Bug 1486132

Summary: Write to a file does not get propagated to another NFS client on RHEL 7.4
Product: Red Hat Enterprise Linux 7 Reporter: Miroslav Novak <mnovak>
Component: nfs-utilsAssignee: Steve Dickson <steved>
Status: CLOSED WONTFIX QA Contact: Yongcheng Yang <yoyang>
Severity: unspecified Docs Contact:
Priority: medium    
Version: 7.4CC: bfields, cdewolf, jiyin, mnovak, rmj, steved, toneata, xzhou, zlang
Target Milestone: rc   
Target Release: ---   
Hardware: Unspecified   
OS: Unspecified   
Whiteboard:
Fixed In Version: Doc Type: If docs needed, set a value
Doc Text:
Story Points: ---
Clone Of: Environment:
Last Closed: 2021-01-15 07:41:39 UTC Type: Bug
Regression: --- Mount Type: ---
Documentation: --- CRM:
Verified Versions: Category: ---
oVirt Team: --- RHEL 7.3 requirements from Atomic Host:
Cloudforms Team: --- Target Upstream Version:
Embargoed:
Attachments:
Description Flags
live.groovy
none
backup.groovy none

Description Miroslav Novak 2017-08-29 06:46:44 UTC
Created attachment 1319325 [details]
live.groovy

Description of problem:
There is change in behaviour in data synchronization between 2 NFS clients in NFSv4 between RHEL 7.3 and RHEL 7.4.
Artemis (messaging broker) is using NFSv4 as shared store for its messaging journal. It's using it to provide HA in case that Artemis live server fails. Backup activates once there is no file lock on server.lock file in Artemis journal (on NFSv4 mount) and takes all duties instead of live server.
The change or problem we see is not with file locks but how data changes to server.lock file made by live server are propagated to backup server.

To return back original state, live must be started again and backup must be notified to shutdown. Live notifies backup writing special character to 1st byte in server.lock file. Backup which holds lock on server.lock file (but not at the first byte) periodically reads 1st byte in server.lock and once special character is there then it shutdown itself, releases file lock on server.lock file, live server creates file lock on server.lock file and activates.
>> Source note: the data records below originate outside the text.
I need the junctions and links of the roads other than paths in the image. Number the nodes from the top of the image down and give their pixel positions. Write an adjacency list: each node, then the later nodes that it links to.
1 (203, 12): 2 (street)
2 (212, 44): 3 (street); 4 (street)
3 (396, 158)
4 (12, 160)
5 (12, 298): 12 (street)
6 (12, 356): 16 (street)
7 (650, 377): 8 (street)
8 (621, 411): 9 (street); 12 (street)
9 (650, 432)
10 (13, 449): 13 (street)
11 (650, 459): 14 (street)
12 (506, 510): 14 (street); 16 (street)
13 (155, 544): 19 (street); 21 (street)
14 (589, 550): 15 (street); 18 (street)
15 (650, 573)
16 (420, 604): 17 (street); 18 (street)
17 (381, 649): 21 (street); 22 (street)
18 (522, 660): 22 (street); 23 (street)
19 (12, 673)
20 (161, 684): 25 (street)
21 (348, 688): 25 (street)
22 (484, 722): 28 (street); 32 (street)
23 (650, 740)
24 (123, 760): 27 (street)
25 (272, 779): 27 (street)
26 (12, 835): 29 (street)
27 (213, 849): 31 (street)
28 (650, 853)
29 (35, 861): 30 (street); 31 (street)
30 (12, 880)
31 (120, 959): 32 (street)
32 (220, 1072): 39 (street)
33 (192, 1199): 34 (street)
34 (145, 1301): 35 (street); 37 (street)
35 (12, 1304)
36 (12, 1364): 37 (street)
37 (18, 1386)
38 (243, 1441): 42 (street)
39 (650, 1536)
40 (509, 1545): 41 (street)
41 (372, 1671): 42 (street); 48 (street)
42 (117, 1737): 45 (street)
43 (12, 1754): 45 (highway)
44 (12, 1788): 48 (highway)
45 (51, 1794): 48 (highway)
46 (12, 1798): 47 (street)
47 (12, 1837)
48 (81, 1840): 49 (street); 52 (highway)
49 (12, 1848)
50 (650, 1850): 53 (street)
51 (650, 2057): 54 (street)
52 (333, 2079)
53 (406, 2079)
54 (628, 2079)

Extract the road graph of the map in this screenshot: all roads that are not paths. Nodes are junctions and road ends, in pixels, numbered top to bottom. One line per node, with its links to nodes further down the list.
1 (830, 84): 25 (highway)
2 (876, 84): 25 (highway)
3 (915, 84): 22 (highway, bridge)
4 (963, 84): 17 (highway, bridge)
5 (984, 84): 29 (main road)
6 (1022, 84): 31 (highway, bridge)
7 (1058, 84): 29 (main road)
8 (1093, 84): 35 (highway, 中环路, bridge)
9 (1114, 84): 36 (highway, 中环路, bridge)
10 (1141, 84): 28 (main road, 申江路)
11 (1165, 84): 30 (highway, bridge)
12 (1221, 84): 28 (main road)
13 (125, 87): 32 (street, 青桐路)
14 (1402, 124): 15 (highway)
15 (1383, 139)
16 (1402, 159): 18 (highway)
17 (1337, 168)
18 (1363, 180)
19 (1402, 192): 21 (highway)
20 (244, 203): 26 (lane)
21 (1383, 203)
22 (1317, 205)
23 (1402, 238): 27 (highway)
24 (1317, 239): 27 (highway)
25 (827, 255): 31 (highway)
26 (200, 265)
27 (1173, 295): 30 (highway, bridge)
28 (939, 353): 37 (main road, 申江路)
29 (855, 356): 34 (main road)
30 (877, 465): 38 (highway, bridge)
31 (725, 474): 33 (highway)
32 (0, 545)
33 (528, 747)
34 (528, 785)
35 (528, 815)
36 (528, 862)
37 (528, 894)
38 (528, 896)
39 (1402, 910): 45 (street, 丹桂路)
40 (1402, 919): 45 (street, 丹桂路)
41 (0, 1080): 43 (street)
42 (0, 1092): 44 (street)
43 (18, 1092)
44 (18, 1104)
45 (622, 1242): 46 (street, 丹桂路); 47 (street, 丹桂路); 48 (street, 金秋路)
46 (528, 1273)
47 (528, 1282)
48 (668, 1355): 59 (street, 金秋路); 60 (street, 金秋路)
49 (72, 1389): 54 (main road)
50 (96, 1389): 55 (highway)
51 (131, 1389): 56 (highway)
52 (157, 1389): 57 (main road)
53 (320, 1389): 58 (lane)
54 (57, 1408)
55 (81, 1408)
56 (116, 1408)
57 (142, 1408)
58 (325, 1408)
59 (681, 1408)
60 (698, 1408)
Problem is that writing special character to server.lock by live server does not get propagated to backup. So backup never shutdowns. This is change we see after upgrade of RHEL 7.3 -> 7.4. 

Mount options (taken from /etc/fstab):
10.40.4.25:/mnt/shared /mnt/hornetq/client nfs4 minorversion=0,rw,sync,nosuid,nodev,intr,tcp,noac,soft,lookupcache=none 0 0

#mount
10.40.4.25:/mnt/shared on /mnt/hornetq/client type nfs4 (rw,nosuid,nodev,relatime,sync,vers=4.0,rsize=1048576,wsize=1048576,namlen=255,acregmin=0,acregmax=0,acdirmin=0,acdirmax=0,soft,noac,proto=tcp,port=0,timeo=600,retrans=2,sec=sys,clientaddr=10.40.5.160,lookupcache=none,local_lock=none,addr=10.40.4.25)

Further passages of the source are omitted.